Abstract

275 Background: GC/GEJC/EAC are among the leading causes of cancer-related morbidity and mortality worldwide. Nivolumab + fluoropyrimidine- + platinum-containing chemotherapy (NIVO+chemo) has demonstrated superior efficacy in patients with advanced non-HER2-positive (HER2-) GC/GEJC/EAC versus chemo alone in the CheckMate 649 trial. The objective of this study was to characterize real-world treatment and PD-L1 testing patterns in the 1L setting for mGC/GEJC/EAC since the FDA approval of NIVO+chemo on April 16, 2021. Methods: This retrospective observational study used the electronic medical record data from the ConcertAI Patient360 database. Adult patients with HER2- mGC/GEJC/EAC and 1L initiation date (index date) between April 16, 2021 and October 31, 2022 were included.

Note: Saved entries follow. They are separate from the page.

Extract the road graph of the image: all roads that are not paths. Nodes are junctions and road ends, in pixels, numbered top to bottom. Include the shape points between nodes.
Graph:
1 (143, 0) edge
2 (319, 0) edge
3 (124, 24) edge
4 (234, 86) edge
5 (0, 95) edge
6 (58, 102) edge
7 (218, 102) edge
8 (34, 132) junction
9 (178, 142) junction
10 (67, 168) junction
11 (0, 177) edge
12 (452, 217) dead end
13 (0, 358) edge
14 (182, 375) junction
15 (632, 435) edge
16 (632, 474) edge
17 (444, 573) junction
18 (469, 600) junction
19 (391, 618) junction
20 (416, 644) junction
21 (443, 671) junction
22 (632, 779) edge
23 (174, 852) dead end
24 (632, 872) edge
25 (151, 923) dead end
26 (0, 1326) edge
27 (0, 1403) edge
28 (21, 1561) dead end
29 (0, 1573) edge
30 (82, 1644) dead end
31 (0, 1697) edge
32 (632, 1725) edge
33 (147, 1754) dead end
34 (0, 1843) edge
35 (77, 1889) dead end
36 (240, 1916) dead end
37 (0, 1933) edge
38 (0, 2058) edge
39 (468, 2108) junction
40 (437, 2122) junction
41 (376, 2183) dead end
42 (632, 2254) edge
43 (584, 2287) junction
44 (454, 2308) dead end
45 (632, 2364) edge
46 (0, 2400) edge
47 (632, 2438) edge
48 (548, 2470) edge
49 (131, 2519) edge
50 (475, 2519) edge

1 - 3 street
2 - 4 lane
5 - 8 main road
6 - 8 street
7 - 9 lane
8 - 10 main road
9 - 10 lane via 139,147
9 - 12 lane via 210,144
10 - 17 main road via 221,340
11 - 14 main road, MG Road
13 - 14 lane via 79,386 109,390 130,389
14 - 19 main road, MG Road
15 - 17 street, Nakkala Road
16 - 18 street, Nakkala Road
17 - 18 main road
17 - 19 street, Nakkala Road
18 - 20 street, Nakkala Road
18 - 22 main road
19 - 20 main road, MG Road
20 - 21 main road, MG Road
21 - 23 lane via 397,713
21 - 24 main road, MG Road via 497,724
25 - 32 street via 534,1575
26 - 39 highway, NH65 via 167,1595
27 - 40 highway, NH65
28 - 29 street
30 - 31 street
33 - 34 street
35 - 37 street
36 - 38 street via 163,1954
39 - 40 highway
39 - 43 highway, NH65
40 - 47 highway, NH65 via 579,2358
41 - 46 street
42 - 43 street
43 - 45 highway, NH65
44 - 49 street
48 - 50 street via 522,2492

PD-L1 testing patterns and 1L regimens were described overall and stratified by PD-L1 testing. The analyses of clinical outcomes are currently ongoing. Results: A total of 161 patients with mGC/GEJC/EAC met the inclusion criteria. The median age at index was 67.0 years, 76.4% were male, and the median follow-up time from index date was 6.7 months. 81 (50.3%) patients had evidence of receiving at least one PD-L1 test (median [interquartile range] time from first test to 1L initiation: 0.4 [-0.1, 1.0] months) among whom 28 (34.6%) had the first test documented after 1L initiation. Overall, 1L immunotherapy-based regimens were received by 63 (39.1%) patients, with NIVO+chemo being the most common (n = 47; 29.2%). 1L fluoropyrimidine- + platinum-containing chemotherapy and other chemotherapies were received by 51 (31.7%) and 42 (26.1%) patients, respectively. Among patients with evidence of PD-L1 testing, 31 (38.3%) received NIVO+chemo, and 37 (45.7%) received chemotherapy alone. Among those without evidence of PD-L1 testing, 56 (70.0%) received chemotherapy alone, and 16 (20.0%) received NIVO+chemo. Conclusions: These preliminary findings show an early uptake of NIVO+chemo in the advanced or metastatic GC/GEJC/EAC patient population. With a majority of PD-L1 untested patients receiving chemotherapy only as 1L therapy, there is an opportunity for these patients to potentially benefit from immuno-oncology containing regimens. Further analyses are needed to characterize the chemotherapy only treated patient population.